SuaraPemerintah.ID – Komisi Pemilihan Umum (KPU) berkeinginan agar pelantikan kepala daerah dilakukan secara serentak setelah Pemilihan Kepala Daerah (Pilkada) tahun 2024. Saat ini, serentak hanya terkait dengan tahap pencoblosan yang dijadwalkan pada 27 November. Namun, pelantikan pasangan calon kepala daerah, baik gubernur-wakil gubernur, bupati-wakil bupati, maupun wali kota-wakil wali kota, belum dapat dilakukan secara serentak.
Alasan utamanya adalah kemungkinan hasil Pilkada 2024 dapat digugat ke Mahkamah Konstitusi (MK) dan ada potensi untuk pemungutan suara ulang. Kepala daerah terpilih yang tidak menghadapi sengketa dapat dilantik segera, sementara bagi yang terdapat sengketa, harus menunggu keputusan MK dan proses eksekusinya.
Ketua KPU RI, Hasyim Asy’ari, menyatakan bahwa meskipun Pilkada serentak telah dilaksanakan dalam hal pencoblosan, pelantikan kepala daerah belum dilakukan secara serentak. Upaya untuk mencapai keserentakan pelantikan ini dianggap penting, terutama setelah KPU harus mengakomodasi putusan Mahkamah Agung yang mengubah syarat minimal calon kepala daerah dari saat pendaftaran sebagai peserta Pilkada menjadi saat dilantik sebagai calon terpilih.
Hasyim menjelaskan bahwa KPU telah berkoordinasi dengan Kementerian Dalam Negeri dan Badan Pengawas Pemilu (Bawaslu) mengenai ketentuan pelantikan kepala daerah hasil Pilkada Serentak 2024. Beberapa simulasi telah dilakukan untuk mempersiapkan ketentuan tersebut.

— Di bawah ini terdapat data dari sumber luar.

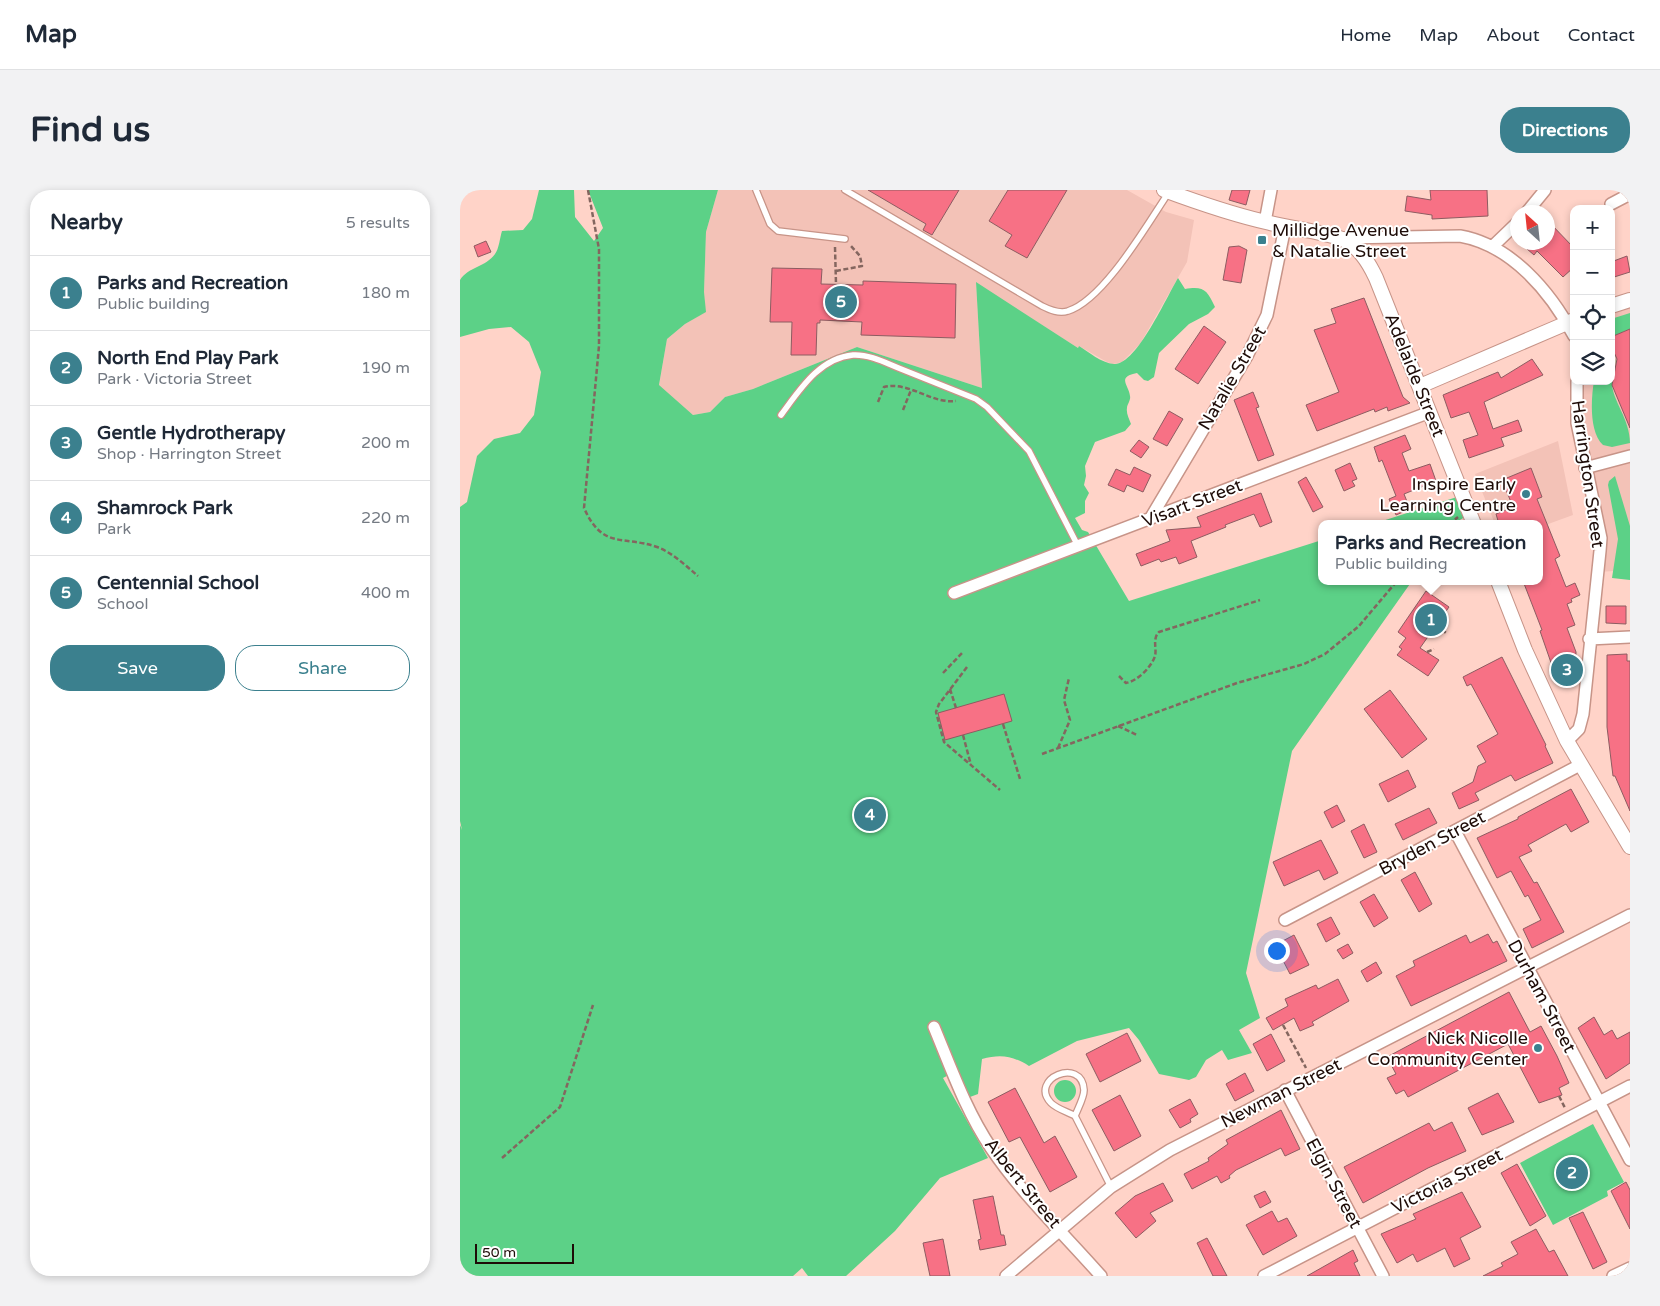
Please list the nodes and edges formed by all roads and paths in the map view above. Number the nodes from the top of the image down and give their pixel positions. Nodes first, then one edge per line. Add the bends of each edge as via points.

Pemerintah diharapkan segera membuat keputusan atau ketentuan resmi terkait pelaksanaan pelantikan serentak tersebut. Hasyim menekankan bahwa setelah tahap Pilkada selesai, urusan pelantikan bukan lagi menjadi kewenangan KPU.
Demikianlah upaya KPU untuk menjaga keserentakan dalam pelaksanaan Pilkada Serentak 2024, mengingat pentingnya stabilitas dan kejelasan proses demokratisasi di tingkat lokal.